ISLAMABAD: The quest for judicial predictability in the enforcement of international arbitration agreements has emerged as a key factor in maintaining Pakistan’s standing within the global legal community. Building on this premise, a recently published study urges the superior judiciary to assume its role as the primary guardian of the state’s international commitments.

Lahore-based legal scholar Rana Rizwan Hussain, author of the study published in the prestigious Dispute Resolution Journal (Vol. 79, No. 5), contends that the High Courts are the most appropriate forums equipped to handle the complexities of global treaties.

He categorically warns that the current reliance on civil courts for such matters risks triggering international consequences for the state. The analysis identifies a significant legislative oversight in the Recognition and Enforcement (Arbitration Agreements and Foreign Arbitral Awards) Act, 2011. While Section 4 of the Act technically allows any court to stay proceedings in favor of arbitration, the study points out that Civil Courts – whose mandate is primarily confined to domestic matters under Section 9 of the Code of Civil Procedure (CPC) – are often ill-equipped to interpret international law. Because these lower forums may lack specialized training in the Vienna Convention on the Law of Treaties, any misinterpretation of an international agreement is not merely a local error; it can potentially trigger state liability under the Articles on Responsibility of States for Internationally Wrongful Acts (ARSIWA).

The research underscores that the New York Convention requires Contracting States to honor and execute international arbitration agreements, but it gives state legislatures the autonomy to devise their own mechanisms to achieve this. In Pakistan, this has resulted in a fragmented approach where international disputes are often brought before Civil Courts at the pre-arbitral stage.
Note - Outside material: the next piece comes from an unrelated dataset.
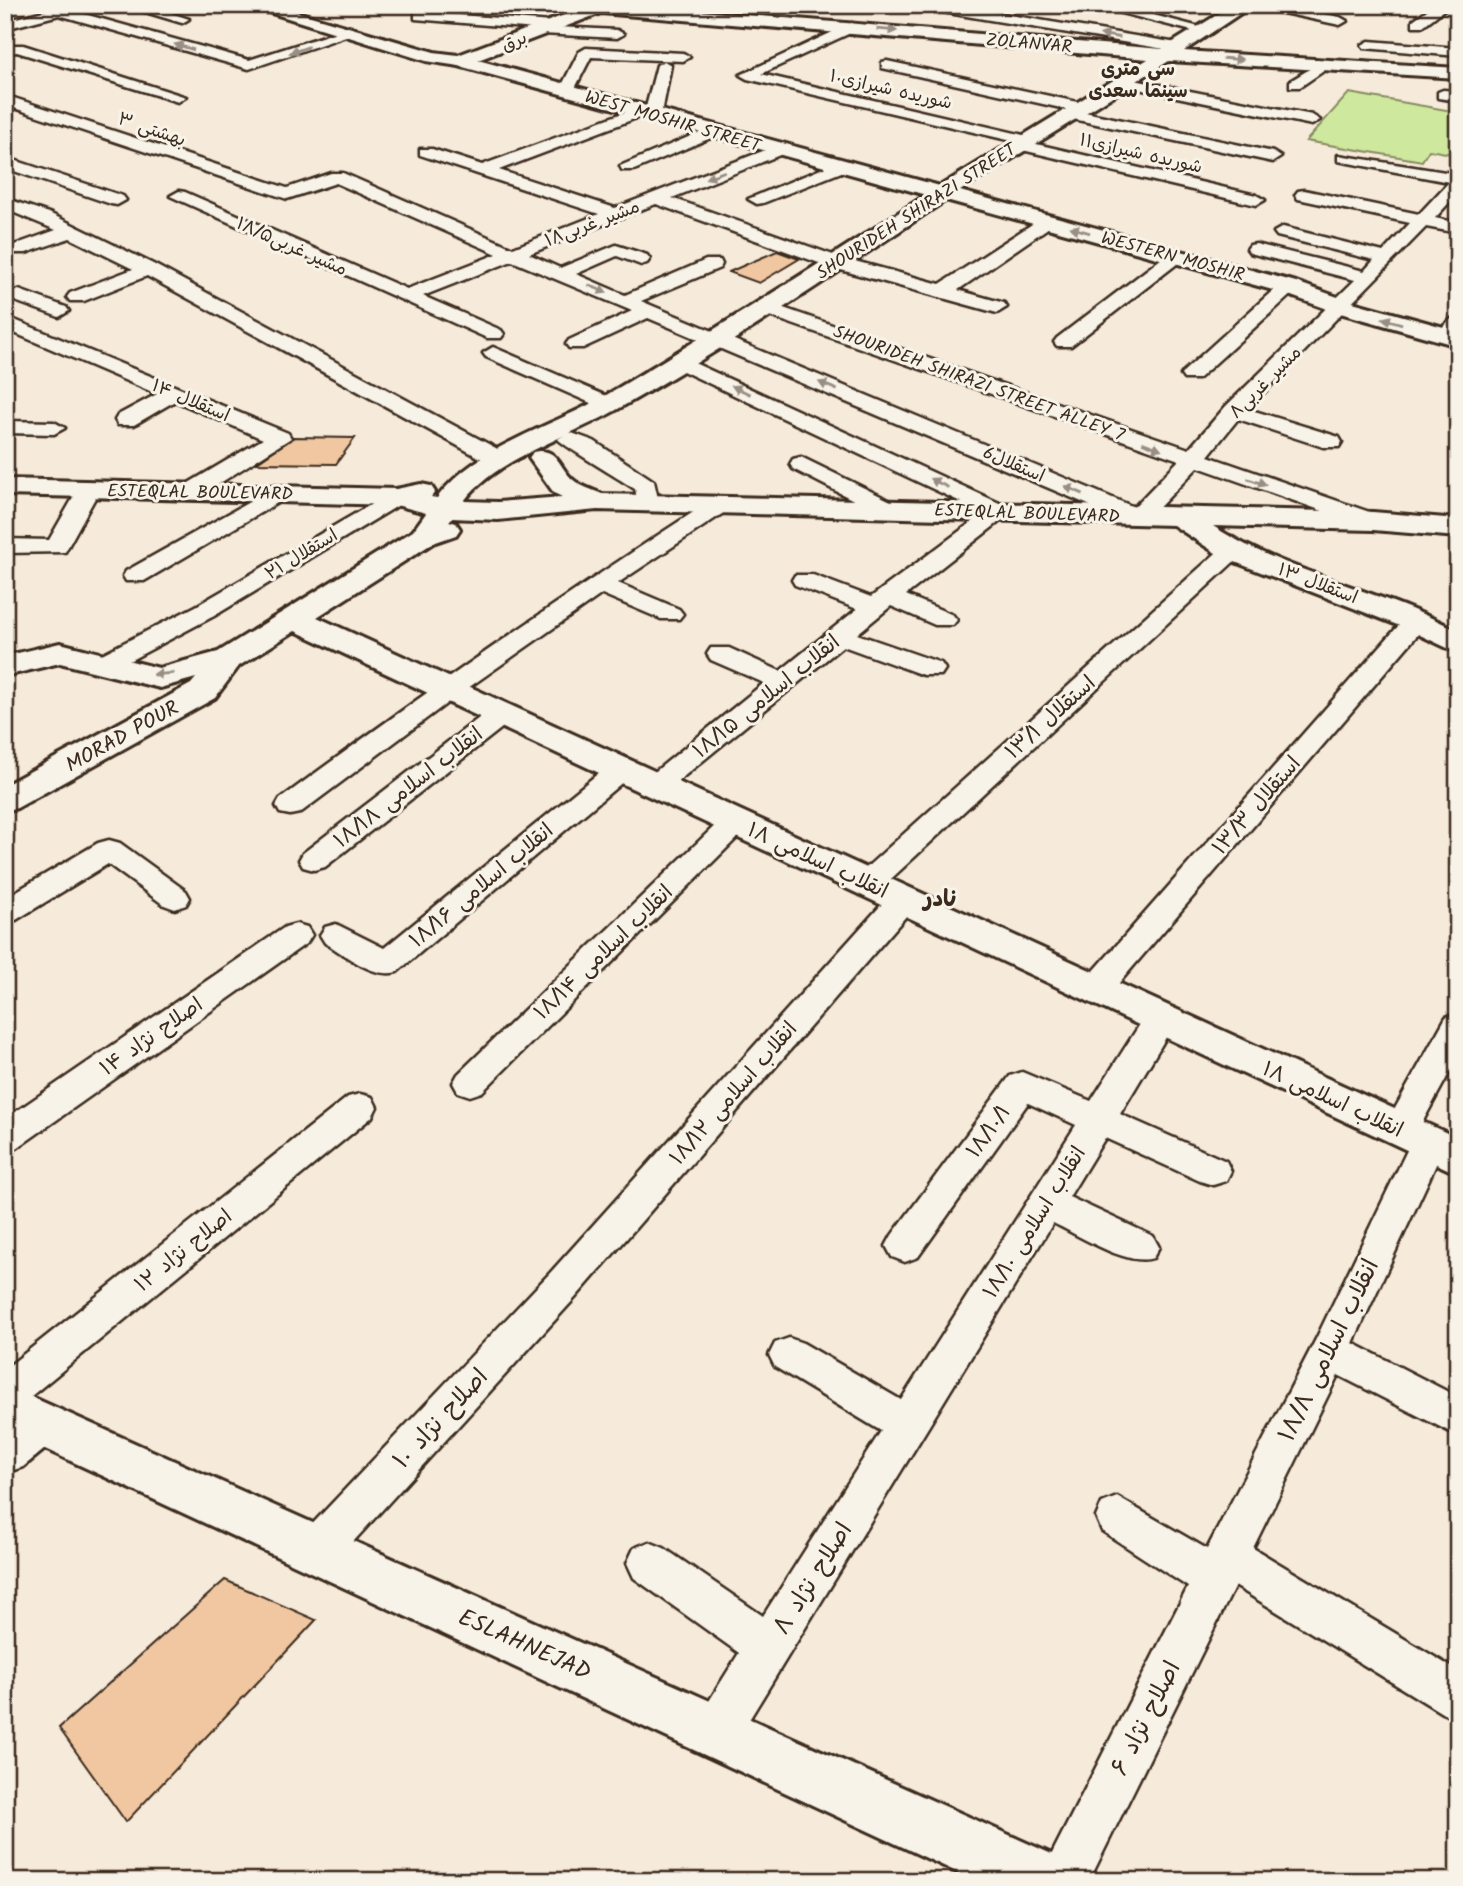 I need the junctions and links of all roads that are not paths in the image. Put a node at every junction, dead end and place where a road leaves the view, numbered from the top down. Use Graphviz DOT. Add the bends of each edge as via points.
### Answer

Hussain argues that this practice is fundamentally flawed because the obligations entailed in the Convention are beyond the mandate of a Civil Court to discharge.
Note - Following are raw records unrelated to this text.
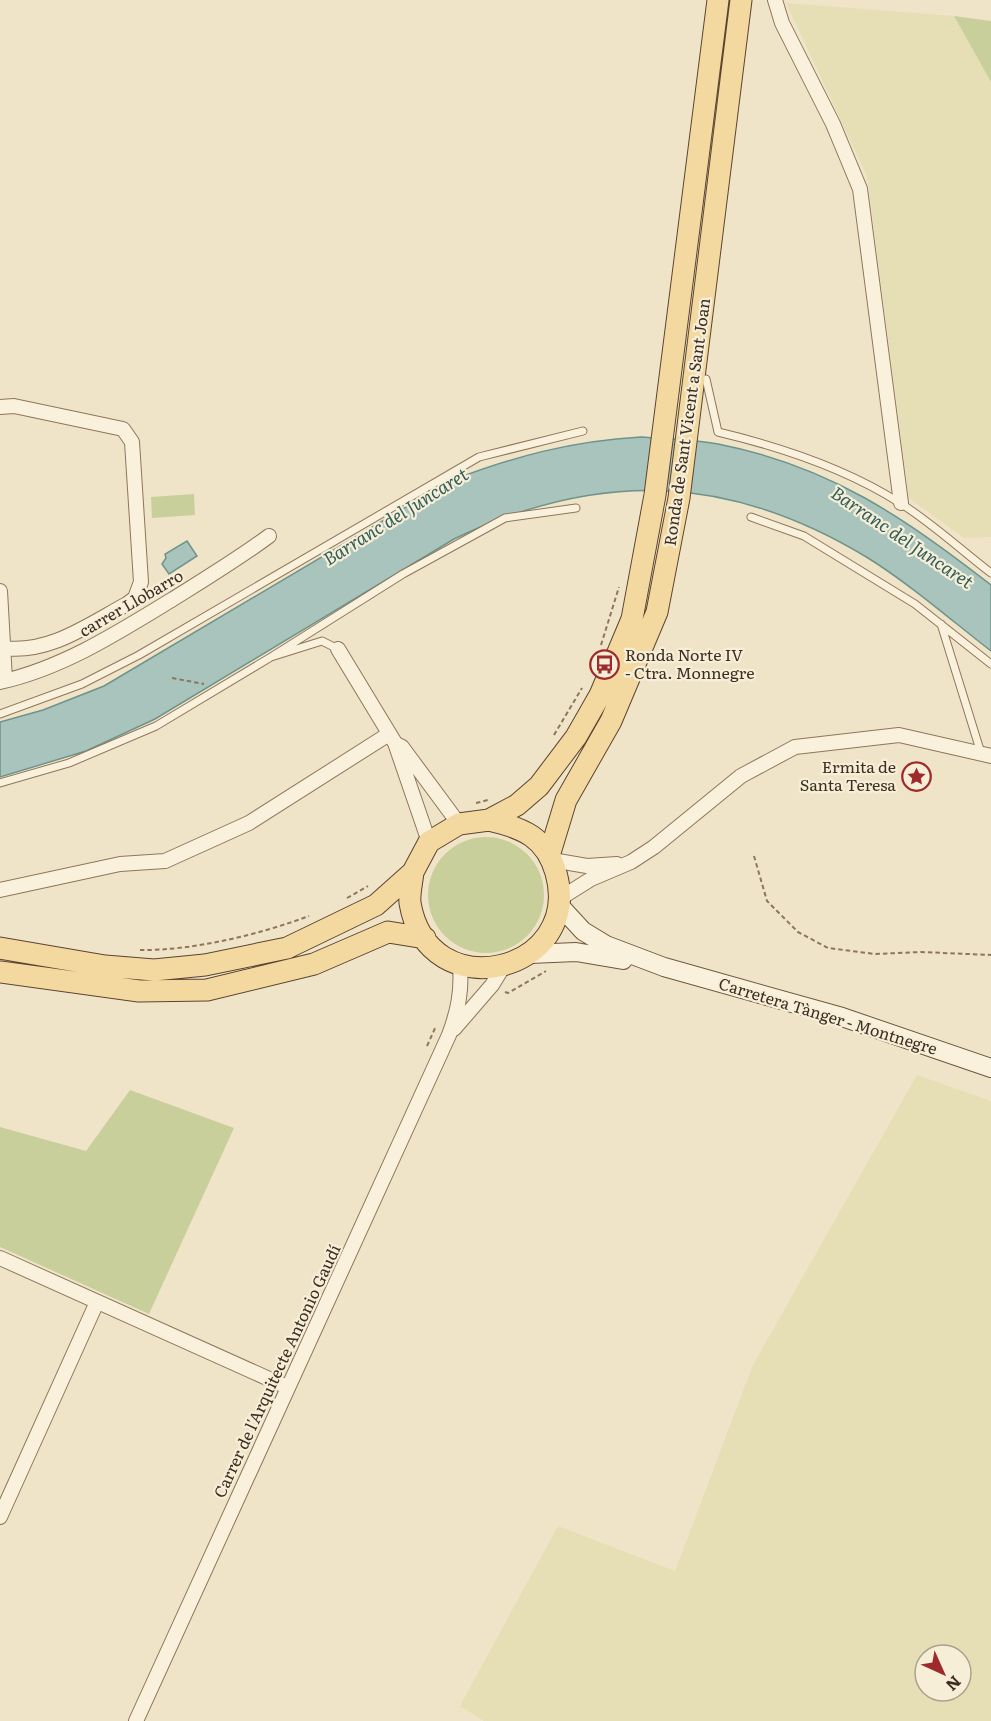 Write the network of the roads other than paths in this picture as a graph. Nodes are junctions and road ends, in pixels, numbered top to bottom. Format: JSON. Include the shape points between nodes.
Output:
{"nodes":[{"id":1,"x":718,"y":0,"type":"edge"},
{"id":2,"x":741,"y":0,"type":"edge"},
{"id":3,"x":775,"y":0,"type":"edge"},
{"id":4,"x":706,"y":379,"type":"dead end"},
{"id":5,"x":0,"y":407,"type":"edge"},
{"id":6,"x":583,"y":431,"type":"dead end"},
{"id":7,"x":901,"y":503,"type":"junction"},
{"id":8,"x":576,"y":508,"type":"dead end"},
{"id":9,"x":751,"y":518,"type":"dead end"},
{"id":10,"x":268,"y":536,"type":"dead end"},
{"id":11,"x":991,"y":573,"type":"edge"},
{"id":12,"x":0,"y":591,"type":"edge"},
{"id":13,"x":940,"y":624,"type":"junction"},
{"id":14,"x":3,"y":648,"type":"junction"},
{"id":15,"x":338,"y":649,"type":"joint"},
{"id":16,"x":271,"y":657,"type":"junction"},
{"id":17,"x":991,"y":664,"type":"edge"},
{"id":18,"x":3,"y":681,"type":"edge"},
{"id":19,"x":0,"y":714,"type":"edge"},
{"id":20,"x":392,"y":739,"type":"junction"},
{"id":21,"x":986,"y":755,"type":"edge"},
{"id":22,"x":0,"y":783,"type":"edge"},
{"id":23,"x":456,"y":819,"type":"junction"},
{"id":24,"x":489,"y":820,"type":"junction"},
{"id":25,"x":429,"y":842,"type":"junction"},
{"id":26,"x":550,"y":858,"type":"junction"},
{"id":27,"x":631,"y":862,"type":"junction"},
{"id":28,"x":413,"y":872,"type":"junction"},
{"id":29,"x":0,"y":890,"type":"edge"},
{"id":30,"x":560,"y":902,"type":"junction"},
{"id":31,"x":425,"y":938,"type":"junction"},
{"id":32,"x":0,"y":948,"type":"edge"},
{"id":33,"x":530,"y":954,"type":"junction"},
{"id":34,"x":460,"y":964,"type":"junction"},
{"id":35,"x":503,"y":967,"type":"junction"},
{"id":36,"x":664,"y":967,"type":"junction"},
{"id":37,"x":0,"y":972,"type":"edge"},
{"id":38,"x":449,"y":1035,"type":"junction"},
{"id":39,"x":991,"y":1068,"type":"edge"},
{"id":40,"x":0,"y":1258,"type":"edge"},
{"id":41,"x":97,"y":1302,"type":"junction"},
{"id":42,"x":286,"y":1387,"type":"junction"},
{"id":43,"x":0,"y":1517,"type":"edge"},
{"id":44,"x":136,"y":1721,"type":"edge"}],
"edges":[{"from":1,"to":24,"type":"main road","name":"Ronda de Sant Vicent a Sant Joan","via":[[655,495],[632,619],[600,695],[576,737],[538,786],[517,805]]},
{"from":2,"to":26,"type":"main road","name":"Ronda de Sant Vicent a Sant Joan","via":[[679,498],[657,612],[611,721],[566,800]]},
{"from":3,"to":7,"type":"street","via":[[782,23],[833,124],[860,189]]},
{"from":4,"to":7,"type":"lane","via":[[718,432],[832,467]]},
{"from":5,"to":14,"type":"street","via":[[14,406],[128,433],[132,442],[141,582],[135,598],[127,604],[54,642],[26,651]]},
{"from":6,"to":19,"type":"lane","via":[[479,457],[139,655],[82,684]]},
{"from":7,"to":11,"type":"lane"},
{"from":8,"to":16,"type":"lane","via":[[505,518],[403,574]]},
{"from":9,"to":13,"type":"lane","via":[[804,536],[915,604]]},
{"from":10,"to":18,"type":"street","name":"carrer Llobarro","via":[[115,635],[59,662]]},
{"from":12,"to":14,"type":"street"},
{"from":13,"to":17,"type":"lane"},
{"from":13,"to":21,"type":"lane"},
{"from":14,"to":18,"type":"street"},
{"from":15,"to":16,"type":"lane","via":[[322,641]]},
{"from":15,"to":20,"type":"street"},
{"from":16,"to":22,"type":"lane","via":[[156,726],[69,763]]},
{"from":20,"to":23,"type":"street"},
{"from":20,"to":25,"type":"street"},
{"from":20,"to":29,"type":"street","via":[[249,823],[165,861],[120,864]]},
{"from":21,"to":27,"type":"street","via":[[899,735],[795,747],[741,776]]},
{"from":23,"to":24,"type":"main road","name":"Ronda de Sant Vicent a Sant Joan"},
{"from":23,"to":25,"type":"main road","name":"Ronda de Sant Vicent a Sant Joan"},
{"from":24,"to":26,"type":"main road","name":"Ronda de Sant Vicent a Sant Joan","via":[[514,825],[537,838]]},
{"from":25,"to":28,"type":"main road"},
{"from":26,"to":27,"type":"street","via":[[587,866]]},
{"from":26,"to":30,"type":"main road","name":"Ronda de Sant Vicent a Sant Joan"},
{"from":27,"to":30,"type":"street","via":[[591,879]]},
{"from":28,"to":31,"type":"main road","via":[[410,902],[417,927]]},
{"from":28,"to":32,"type":"main road","via":[[376,905],[287,948],[227,961],[154,970]]},
{"from":30,"to":33,"type":"main road","via":[[552,927]]},
{"from":30,"to":36,"type":"street","name":"Carretera Tànger - Montnegre","via":[[583,931],[606,945]]},
{"from":31,"to":34,"type":"main road","via":[[434,950]]},
{"from":31,"to":37,"type":"main road","via":[[388,932],[314,963],[207,990],[139,991]]},
{"from":33,"to":35,"type":"main road"},
{"from":33,"to":36,"type":"street","name":"Carretera Tànger - Montnegre","via":[[576,952]]},
{"from":34,"to":35,"type":"main road","via":[[477,969]]},
{"from":34,"to":38,"type":"street","name":"Carrer de l'Arquitecte Antonio Gaudí","via":[[459,1008]]},
{"from":35,"to":38,"type":"street","name":"Carrer de l'Arquitecte Antonio Gaudí"},
{"from":36,"to":39,"type":"street","name":"Carretera Tànger - Montnegre","via":[[842,1017]]},
{"from":38,"to":42,"type":"street","name":"Carrer de l'Arquitecte Antonio Gaudí"},
{"from":40,"to":41,"type":"street"},
{"from":41,"to":42,"type":"street"},
{"from":41,"to":43,"type":"street"},
{"from":42,"to":44,"type":"street","name":"Carrer de l'Arquitecte Antonio Gaudí"}]}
The jurisdiction of these courts is inherently domestic, whereas the 2011 Act deals specifically with the enforcement of international obligations, the scholar states in the study. A second critical vulnerability identified in the study is the specialized nature of judicial training. Judges presiding over Civil Courts are typically focused on the intricacies of the CPC and local property or contract laws. They are rarely abreast of the rules of interpretation of international law under the Vienna Convention, which requires a holistic and harmonious interpretation of treaty provisions. When a lower court fails to correctly apply these international standards, it is not just a private legal error; it is a failure of the State to meet its global commitments.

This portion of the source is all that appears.